◆ **Exercise directions**
Task for the records below: count the lines that contain the word "Rose" and give only that number.

◆ **Given entries**
━━━━━━

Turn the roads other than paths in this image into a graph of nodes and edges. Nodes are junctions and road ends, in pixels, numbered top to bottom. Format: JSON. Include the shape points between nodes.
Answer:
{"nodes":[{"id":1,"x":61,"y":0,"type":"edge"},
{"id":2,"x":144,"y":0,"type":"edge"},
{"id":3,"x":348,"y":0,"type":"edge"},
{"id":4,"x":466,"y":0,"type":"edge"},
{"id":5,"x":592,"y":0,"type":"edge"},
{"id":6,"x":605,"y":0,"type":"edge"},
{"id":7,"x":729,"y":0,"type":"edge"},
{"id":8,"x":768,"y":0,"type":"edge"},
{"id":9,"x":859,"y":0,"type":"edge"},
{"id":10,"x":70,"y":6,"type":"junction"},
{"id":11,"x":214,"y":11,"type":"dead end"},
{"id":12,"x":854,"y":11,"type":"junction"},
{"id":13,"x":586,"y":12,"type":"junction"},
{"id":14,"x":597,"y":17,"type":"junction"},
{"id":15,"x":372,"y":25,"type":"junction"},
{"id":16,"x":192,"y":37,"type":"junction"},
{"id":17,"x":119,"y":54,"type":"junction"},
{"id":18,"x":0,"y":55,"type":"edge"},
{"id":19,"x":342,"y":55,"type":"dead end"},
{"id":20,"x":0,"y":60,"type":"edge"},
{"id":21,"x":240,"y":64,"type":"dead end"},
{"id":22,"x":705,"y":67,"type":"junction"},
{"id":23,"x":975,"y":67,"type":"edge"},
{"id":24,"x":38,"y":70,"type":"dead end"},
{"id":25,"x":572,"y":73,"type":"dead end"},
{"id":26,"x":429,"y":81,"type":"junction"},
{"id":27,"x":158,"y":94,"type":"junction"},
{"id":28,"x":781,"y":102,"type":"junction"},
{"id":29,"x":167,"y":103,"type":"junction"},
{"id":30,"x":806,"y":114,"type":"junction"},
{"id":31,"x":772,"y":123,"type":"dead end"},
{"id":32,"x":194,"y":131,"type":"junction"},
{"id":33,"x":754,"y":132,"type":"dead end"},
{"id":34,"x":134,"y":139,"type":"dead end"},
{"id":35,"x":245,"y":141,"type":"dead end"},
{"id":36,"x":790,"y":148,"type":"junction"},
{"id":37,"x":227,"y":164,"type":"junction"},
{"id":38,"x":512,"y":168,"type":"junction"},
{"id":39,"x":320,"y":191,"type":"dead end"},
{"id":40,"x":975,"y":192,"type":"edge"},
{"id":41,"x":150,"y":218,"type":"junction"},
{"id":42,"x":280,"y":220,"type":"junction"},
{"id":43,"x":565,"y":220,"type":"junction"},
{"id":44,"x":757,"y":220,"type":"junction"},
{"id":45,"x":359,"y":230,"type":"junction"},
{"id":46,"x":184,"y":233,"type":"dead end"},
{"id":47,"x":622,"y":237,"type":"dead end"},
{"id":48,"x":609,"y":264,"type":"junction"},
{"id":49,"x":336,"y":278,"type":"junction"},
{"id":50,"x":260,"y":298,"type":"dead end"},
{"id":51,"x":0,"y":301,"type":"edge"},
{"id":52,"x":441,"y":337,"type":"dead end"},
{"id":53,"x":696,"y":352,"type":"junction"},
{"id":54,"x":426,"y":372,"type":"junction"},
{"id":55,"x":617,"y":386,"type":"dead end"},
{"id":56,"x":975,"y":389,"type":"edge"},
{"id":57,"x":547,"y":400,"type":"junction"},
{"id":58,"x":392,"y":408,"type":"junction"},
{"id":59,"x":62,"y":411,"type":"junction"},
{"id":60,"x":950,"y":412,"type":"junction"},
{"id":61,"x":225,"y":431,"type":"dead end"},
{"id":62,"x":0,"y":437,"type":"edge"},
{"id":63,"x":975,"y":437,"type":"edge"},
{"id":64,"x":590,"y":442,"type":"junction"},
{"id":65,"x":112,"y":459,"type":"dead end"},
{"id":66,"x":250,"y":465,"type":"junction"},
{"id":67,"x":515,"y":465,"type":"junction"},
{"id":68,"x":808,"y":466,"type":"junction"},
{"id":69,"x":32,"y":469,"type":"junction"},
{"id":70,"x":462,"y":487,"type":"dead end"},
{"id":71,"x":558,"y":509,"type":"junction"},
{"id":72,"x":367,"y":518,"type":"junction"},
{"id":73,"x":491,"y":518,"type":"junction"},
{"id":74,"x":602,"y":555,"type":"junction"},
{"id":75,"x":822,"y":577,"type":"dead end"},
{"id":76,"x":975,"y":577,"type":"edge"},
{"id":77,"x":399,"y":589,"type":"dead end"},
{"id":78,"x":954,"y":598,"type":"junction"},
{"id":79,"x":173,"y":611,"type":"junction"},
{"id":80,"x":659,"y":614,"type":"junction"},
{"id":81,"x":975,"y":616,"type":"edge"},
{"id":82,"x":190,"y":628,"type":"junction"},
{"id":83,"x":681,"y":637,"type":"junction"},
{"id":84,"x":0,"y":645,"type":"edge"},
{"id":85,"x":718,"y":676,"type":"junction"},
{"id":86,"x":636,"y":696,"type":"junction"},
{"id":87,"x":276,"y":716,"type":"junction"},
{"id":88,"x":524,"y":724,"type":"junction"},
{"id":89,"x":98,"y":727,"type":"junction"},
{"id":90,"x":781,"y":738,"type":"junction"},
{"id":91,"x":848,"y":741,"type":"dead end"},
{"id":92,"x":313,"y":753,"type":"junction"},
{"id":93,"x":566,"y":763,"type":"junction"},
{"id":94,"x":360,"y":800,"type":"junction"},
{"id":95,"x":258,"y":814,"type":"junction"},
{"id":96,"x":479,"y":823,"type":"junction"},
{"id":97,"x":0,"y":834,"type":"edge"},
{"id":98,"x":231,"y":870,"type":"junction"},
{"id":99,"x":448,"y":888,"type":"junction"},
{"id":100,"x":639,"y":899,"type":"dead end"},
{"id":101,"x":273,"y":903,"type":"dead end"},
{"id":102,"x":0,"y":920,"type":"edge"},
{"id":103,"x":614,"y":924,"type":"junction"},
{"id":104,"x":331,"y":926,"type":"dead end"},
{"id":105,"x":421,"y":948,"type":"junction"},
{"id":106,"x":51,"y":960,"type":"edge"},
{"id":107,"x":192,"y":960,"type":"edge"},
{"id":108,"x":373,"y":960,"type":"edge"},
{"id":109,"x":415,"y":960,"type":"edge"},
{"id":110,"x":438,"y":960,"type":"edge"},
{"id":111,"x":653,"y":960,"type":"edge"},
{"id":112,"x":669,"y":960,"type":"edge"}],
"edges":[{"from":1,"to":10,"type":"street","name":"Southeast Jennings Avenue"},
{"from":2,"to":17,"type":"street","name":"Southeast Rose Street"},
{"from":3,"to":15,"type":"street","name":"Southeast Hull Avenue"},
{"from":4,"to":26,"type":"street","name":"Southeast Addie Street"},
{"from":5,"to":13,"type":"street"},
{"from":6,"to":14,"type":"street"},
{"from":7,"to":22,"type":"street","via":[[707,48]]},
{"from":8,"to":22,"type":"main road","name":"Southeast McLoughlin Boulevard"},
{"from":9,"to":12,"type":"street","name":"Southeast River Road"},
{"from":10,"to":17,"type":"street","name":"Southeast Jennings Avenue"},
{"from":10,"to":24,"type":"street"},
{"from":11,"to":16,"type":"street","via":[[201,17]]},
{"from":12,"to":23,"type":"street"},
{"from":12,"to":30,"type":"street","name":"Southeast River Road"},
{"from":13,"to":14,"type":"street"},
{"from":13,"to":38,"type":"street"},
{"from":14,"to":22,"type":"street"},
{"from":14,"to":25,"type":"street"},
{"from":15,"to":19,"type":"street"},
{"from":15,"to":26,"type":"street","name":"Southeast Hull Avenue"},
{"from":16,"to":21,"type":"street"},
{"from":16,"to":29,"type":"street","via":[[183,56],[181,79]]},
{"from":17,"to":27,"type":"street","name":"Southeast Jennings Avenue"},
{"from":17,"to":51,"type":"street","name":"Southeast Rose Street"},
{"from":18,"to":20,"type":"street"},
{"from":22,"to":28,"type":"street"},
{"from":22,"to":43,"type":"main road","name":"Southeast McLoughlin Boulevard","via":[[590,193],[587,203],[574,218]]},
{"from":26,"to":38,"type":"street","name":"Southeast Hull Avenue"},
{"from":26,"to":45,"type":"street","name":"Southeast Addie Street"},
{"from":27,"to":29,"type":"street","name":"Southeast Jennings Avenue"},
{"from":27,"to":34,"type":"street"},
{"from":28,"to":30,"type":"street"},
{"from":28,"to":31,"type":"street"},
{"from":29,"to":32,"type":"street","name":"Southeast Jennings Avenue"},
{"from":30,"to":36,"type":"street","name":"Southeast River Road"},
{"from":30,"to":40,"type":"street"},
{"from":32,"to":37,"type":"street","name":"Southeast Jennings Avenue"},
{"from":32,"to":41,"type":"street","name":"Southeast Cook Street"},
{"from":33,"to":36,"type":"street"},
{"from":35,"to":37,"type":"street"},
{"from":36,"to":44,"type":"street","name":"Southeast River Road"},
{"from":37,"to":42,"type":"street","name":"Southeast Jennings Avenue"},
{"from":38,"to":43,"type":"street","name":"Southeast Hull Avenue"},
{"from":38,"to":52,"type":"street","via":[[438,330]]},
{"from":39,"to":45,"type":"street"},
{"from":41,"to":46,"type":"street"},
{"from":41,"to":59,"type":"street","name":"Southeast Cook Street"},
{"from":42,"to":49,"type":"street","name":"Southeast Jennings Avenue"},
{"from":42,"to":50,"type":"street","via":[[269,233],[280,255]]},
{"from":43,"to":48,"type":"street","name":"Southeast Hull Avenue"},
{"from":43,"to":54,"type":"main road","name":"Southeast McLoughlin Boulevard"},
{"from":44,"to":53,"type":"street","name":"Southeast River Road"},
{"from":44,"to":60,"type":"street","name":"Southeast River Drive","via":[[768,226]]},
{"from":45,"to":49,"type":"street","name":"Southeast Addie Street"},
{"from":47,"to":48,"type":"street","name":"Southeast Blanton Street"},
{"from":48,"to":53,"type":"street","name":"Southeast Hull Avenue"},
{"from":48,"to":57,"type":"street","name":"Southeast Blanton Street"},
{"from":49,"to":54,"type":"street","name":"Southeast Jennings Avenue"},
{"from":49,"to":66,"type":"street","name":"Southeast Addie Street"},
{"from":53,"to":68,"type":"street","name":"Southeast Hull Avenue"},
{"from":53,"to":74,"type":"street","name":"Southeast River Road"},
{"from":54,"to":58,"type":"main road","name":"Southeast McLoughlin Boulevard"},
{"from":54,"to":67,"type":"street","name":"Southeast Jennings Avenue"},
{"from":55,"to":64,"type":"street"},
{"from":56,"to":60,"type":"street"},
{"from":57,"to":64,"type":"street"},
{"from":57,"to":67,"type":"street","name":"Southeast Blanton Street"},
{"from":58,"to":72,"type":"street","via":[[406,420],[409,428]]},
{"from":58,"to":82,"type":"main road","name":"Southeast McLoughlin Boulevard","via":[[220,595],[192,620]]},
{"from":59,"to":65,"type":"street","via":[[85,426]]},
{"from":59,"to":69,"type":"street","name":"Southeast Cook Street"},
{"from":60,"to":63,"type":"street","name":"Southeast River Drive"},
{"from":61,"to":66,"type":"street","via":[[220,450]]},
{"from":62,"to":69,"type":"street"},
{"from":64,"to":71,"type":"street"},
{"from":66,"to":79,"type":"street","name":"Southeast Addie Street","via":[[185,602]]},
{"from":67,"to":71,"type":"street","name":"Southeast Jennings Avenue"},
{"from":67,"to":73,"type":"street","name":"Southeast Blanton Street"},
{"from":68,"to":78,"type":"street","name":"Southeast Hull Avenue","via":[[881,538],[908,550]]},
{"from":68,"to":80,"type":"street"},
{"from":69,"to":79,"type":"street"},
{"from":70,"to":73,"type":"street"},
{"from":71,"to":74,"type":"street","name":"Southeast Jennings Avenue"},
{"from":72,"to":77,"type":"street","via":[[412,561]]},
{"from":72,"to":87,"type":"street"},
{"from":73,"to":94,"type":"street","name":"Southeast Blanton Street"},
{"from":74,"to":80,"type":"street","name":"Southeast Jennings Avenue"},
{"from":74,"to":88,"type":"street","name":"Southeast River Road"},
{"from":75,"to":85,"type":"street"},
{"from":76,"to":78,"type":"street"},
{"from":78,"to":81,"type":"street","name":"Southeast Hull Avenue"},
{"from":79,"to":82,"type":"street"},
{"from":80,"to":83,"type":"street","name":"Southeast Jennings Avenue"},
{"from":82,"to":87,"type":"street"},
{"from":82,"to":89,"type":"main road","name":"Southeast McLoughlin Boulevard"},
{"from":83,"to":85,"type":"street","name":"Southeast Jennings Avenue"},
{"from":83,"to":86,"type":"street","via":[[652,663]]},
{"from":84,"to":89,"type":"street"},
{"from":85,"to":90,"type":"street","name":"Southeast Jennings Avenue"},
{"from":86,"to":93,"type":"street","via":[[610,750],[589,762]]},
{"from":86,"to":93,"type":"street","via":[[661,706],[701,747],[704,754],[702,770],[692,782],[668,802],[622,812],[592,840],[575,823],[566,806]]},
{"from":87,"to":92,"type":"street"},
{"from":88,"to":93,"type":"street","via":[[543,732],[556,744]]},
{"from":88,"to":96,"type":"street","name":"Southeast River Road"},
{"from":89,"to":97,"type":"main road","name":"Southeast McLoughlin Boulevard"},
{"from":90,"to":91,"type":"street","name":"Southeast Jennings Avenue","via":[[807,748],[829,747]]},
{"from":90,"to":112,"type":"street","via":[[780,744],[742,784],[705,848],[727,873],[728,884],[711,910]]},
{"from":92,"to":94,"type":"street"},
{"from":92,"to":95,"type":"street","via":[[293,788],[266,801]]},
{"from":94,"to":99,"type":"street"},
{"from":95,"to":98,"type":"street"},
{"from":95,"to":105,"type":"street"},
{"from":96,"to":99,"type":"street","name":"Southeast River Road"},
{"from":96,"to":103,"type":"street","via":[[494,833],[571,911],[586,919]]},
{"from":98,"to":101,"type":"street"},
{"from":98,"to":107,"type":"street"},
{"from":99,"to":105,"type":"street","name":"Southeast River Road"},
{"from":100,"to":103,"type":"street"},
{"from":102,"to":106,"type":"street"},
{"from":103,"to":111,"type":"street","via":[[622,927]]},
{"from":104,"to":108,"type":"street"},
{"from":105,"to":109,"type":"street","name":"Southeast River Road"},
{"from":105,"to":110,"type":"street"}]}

━━━━━━

◆ **Output for this task**
2